DETAILED DESCRIPTION OF PREFERRED IMPLEMENTATION
Predictive-text and spell checking by themselves are not sufficient for allowing a server, on the receiving side, to automatically process the text messages, and an additional layer of error correction must be constructed. The reason is simple, the complete sentence must be parsed, and a meaningful result must be gained. This is, by the nature of the service a context sensitive task, and therefore, a general purpose correction is inaccurate.
The text written by the end user may be improved by the local software (word prediction or spell checker) and is then transmitted to the server, which, upon receiving the text, must parse it (tag each word), to reconstruct the desired semantics. Before, or during the parsing process, errors are detected, and then corrected.

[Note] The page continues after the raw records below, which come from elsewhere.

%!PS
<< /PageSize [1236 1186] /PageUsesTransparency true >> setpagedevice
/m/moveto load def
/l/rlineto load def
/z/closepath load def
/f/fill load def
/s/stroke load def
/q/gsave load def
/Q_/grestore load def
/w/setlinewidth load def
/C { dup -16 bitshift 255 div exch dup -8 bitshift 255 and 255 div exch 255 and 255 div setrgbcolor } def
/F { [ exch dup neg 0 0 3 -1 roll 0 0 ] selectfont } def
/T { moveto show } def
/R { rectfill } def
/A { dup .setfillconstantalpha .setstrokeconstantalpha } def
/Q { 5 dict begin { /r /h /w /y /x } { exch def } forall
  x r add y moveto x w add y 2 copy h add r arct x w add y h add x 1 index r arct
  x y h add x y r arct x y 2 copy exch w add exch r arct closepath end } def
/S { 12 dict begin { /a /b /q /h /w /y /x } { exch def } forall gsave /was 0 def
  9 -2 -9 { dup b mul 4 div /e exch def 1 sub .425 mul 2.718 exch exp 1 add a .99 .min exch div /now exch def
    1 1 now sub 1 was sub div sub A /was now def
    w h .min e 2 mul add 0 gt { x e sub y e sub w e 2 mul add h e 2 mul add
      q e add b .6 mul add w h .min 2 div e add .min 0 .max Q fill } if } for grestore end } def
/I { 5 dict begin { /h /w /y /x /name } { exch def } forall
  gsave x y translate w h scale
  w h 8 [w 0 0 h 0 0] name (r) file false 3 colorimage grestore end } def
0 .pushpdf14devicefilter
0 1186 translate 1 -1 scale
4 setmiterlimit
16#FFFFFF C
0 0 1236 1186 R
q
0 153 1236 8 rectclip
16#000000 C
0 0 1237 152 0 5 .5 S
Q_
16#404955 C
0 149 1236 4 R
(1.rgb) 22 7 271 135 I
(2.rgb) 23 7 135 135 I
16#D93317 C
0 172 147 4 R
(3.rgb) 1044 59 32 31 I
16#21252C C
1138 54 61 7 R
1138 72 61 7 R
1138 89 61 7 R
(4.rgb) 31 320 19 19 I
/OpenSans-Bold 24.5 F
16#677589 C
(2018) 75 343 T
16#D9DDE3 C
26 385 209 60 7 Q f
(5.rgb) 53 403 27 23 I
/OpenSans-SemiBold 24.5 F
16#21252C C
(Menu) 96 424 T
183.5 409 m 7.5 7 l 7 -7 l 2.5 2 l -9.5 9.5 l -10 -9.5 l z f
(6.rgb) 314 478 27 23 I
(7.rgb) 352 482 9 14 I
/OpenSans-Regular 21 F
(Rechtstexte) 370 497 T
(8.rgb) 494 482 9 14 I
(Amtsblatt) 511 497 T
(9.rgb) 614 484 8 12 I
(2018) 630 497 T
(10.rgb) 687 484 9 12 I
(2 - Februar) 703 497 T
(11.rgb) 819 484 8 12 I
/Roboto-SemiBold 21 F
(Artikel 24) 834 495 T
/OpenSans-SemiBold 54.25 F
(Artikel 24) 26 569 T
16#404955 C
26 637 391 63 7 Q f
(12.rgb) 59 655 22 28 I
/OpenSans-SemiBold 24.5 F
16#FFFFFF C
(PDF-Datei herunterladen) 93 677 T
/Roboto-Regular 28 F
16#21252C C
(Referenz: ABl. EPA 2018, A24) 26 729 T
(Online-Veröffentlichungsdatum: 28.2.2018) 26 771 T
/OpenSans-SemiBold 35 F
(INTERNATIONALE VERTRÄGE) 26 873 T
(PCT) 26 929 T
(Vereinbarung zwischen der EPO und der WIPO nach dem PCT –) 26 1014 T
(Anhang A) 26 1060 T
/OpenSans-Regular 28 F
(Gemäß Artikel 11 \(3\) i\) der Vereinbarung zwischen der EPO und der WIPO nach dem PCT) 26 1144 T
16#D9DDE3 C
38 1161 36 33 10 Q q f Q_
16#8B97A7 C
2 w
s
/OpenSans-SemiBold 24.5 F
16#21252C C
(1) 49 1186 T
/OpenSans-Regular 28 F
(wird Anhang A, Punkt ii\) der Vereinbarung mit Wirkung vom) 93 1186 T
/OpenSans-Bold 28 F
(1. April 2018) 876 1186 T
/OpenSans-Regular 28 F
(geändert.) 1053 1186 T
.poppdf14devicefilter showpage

Embodiments of the current invention relate to an automatic error correction method that is aware of the input device and of the application, namely, the type of service. The method may be applied on the server side, or installed on the client side if it is designed as a "special purpose" device for the service. The method takes into account the errors that still commonly occur in text messages. These errors are created with the predictive-text and spell correction programs, or by users who do not use such software (e.g. in the cases where the predictive text software dictionary lacks the required words). The new error correction method further takes into account the influence on the frequency of errors as a result of using different input devices, e.g. for messages that are generated from a computer keyboard, or on a PDA, or on a cell phone.
The required error correction, in order to support automated sendees, are referred to as 'server-side' as this is the preferred implementation. The error correction on the server side should provide a method for automatically and accurately correcting the transmitted text. Further, the method must relate to several specific use cases:
A. The case that predictive-text software is used on the transmitter side. Predictive-text usage does not eliminate errors: a. If the user does not know how to correctly spell a word, he might type a close enough spelling, and then may get "a close enough" word. b. The user may erroneously accept a wrong alternative from the set of words. This is especially common if the first and the last letters of the suggested erroneous word are identical to the desired word. c. The user may use a word from the predictive-text dictionary that the user himself/herself has previously typed in, using an incorrect spelling. This is especially common for words that the user does not succeed in correctly spelling in the first case.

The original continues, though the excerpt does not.